LoqiRoam · 旅日記
海の道から、屋根と水面の影へ
千里浜の砂浜道路から妙成寺、弥生遺跡、町の食卓、眉丈台地の森へ。異なる場所に現れる影の変化を追った。
南羽咋を出たとき、空は明るいのに足元だけが妙に濃く見えた。まず千里浜へ向かうと、砂浜と道路の境目が消え、波打ち際を走る車の影まで海の機嫌に合わせて揺れていた。そこから妙成寺へ移ると、水平だった視界が五重塔の屋根へ立ち上がる。木立に落ちた建築の影を見ているうち、歴史は説明の言葉だけでなく、光を遮る厚みにも残るのだと思った。次に吉崎・次場弥生公園で、約2000年前の集落を写した地面の輪郭を歩いた。町へ戻る道では軒先の小さな日陰を拾い、オレンジガーデンで熱の残る食事にひと息つく。最後は眉丈台地の緑地へ。

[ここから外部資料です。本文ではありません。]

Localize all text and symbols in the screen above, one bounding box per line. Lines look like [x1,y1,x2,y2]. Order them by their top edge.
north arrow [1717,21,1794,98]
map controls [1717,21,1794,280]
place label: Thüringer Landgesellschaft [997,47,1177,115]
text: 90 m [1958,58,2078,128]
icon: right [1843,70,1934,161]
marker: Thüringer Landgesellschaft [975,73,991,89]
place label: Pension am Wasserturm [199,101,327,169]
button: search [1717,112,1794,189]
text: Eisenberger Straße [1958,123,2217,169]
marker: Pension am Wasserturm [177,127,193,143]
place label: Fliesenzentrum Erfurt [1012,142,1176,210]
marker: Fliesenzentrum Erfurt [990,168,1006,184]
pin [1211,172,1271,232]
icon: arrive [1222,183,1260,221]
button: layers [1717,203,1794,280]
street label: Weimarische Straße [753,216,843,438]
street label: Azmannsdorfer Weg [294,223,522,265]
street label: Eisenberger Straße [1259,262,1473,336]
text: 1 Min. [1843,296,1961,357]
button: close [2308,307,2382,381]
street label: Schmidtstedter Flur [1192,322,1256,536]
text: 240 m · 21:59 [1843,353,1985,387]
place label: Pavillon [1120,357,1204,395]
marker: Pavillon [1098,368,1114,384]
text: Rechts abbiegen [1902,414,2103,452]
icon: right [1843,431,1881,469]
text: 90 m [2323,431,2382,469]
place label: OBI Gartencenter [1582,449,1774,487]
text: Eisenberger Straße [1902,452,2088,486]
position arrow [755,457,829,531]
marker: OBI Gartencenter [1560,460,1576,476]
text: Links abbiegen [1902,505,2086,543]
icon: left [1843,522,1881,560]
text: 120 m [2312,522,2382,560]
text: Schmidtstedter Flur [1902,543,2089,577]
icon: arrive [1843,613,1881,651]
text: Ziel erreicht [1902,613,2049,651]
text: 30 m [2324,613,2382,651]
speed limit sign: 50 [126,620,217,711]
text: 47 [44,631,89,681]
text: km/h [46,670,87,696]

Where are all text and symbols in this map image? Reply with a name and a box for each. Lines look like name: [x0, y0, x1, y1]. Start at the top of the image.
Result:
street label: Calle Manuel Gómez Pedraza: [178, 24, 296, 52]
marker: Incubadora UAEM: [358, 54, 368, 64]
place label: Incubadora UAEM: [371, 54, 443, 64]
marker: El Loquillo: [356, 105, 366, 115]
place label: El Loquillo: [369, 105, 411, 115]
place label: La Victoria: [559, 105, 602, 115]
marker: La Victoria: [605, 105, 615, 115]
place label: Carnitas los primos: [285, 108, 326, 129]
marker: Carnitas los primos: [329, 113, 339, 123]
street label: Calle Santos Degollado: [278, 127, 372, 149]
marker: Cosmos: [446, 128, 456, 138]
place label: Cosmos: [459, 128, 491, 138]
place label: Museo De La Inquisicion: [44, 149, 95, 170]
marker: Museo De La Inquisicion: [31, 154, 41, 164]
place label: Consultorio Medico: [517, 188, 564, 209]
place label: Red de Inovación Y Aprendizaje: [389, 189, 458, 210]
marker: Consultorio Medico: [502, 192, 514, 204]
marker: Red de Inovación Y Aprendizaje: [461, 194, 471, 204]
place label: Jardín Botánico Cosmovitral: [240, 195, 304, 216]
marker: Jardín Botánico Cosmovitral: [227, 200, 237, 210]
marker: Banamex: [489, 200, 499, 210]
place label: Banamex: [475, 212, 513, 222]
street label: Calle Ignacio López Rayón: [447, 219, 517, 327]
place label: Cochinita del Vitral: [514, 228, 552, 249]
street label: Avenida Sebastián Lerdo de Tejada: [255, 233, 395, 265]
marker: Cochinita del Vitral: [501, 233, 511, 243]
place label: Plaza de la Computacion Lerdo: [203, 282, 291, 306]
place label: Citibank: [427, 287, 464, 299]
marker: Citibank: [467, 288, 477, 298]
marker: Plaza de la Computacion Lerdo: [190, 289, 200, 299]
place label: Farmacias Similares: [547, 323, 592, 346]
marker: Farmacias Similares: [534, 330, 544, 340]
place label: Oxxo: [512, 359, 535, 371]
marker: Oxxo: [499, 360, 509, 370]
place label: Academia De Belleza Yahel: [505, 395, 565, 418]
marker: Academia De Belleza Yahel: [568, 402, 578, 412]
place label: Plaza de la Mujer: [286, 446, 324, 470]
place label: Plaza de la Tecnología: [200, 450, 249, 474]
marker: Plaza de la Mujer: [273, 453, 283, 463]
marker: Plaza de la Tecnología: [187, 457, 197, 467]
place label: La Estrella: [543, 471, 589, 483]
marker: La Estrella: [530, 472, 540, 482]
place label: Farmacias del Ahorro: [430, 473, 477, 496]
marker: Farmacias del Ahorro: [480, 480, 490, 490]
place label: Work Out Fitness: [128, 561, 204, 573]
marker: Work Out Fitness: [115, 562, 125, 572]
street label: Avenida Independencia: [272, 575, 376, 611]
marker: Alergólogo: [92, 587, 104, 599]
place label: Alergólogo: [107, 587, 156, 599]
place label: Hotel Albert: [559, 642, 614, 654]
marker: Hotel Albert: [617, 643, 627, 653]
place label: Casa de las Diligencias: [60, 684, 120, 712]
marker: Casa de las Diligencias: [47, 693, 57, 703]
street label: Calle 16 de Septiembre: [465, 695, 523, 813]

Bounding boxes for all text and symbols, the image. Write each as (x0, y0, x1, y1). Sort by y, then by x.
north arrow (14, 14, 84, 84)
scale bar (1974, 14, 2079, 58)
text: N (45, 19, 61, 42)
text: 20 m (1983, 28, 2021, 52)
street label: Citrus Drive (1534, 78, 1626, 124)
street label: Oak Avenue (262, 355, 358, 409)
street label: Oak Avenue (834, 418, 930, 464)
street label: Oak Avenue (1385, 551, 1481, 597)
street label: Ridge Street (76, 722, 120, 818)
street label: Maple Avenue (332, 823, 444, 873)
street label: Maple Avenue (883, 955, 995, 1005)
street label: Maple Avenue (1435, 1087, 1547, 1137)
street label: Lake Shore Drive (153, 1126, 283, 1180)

海の反射とは違う木々の影のなかで、旅は場所を集めることではなく、同じ光が土地ごとに別の形になる瞬間を見届けることなのだと、少し遅れてわかった。
この旅の足跡
- 千里浜なぎさドライブウェイは、砂浜と道路の境目が消える海岸だった。波打ち際へ伸びる車の影を眺めると、道は舗装ではなく、その日の海が許した細い帯に見えてきた。
- 妙成寺の五重塔は、木立の向こうで空へ伸びていた。重要文化財の建物を見上げたあと、屋根の重なりが地面に落とす濃い影まで、寺の一部のように感じられた。
- 吉崎・次場弥生公園には、約2000年前の環境を思わせる復元された弥生ムラがある。溝に囲まれた集落の影を歩くと、昔の暮らしが輪郭だけで静かに立ち上がった。
- 羽咋の町へ戻る道では、軒先の奥行きと細い曲がり角が印象に残った。大きな名所の影ではなく、家々がつくる小さな日陰に、今の暮らしの気配があった。
- オレンジガーデン羽咋本店は、生パスタを中心に石焼パスタや洋食を出す店。熱の残る皿を前にすると、外の長い影とは別の、食卓の短い時間へ旅が折りたたまれた。
- 眉丈台地自然緑地公園では、木々と遊具の影が道を細かく区切っていた。森の近くで遠くの光を眺めていると、今日は名所ではなく、光が場所ごとに変える輪郭を旅していたのだと思った。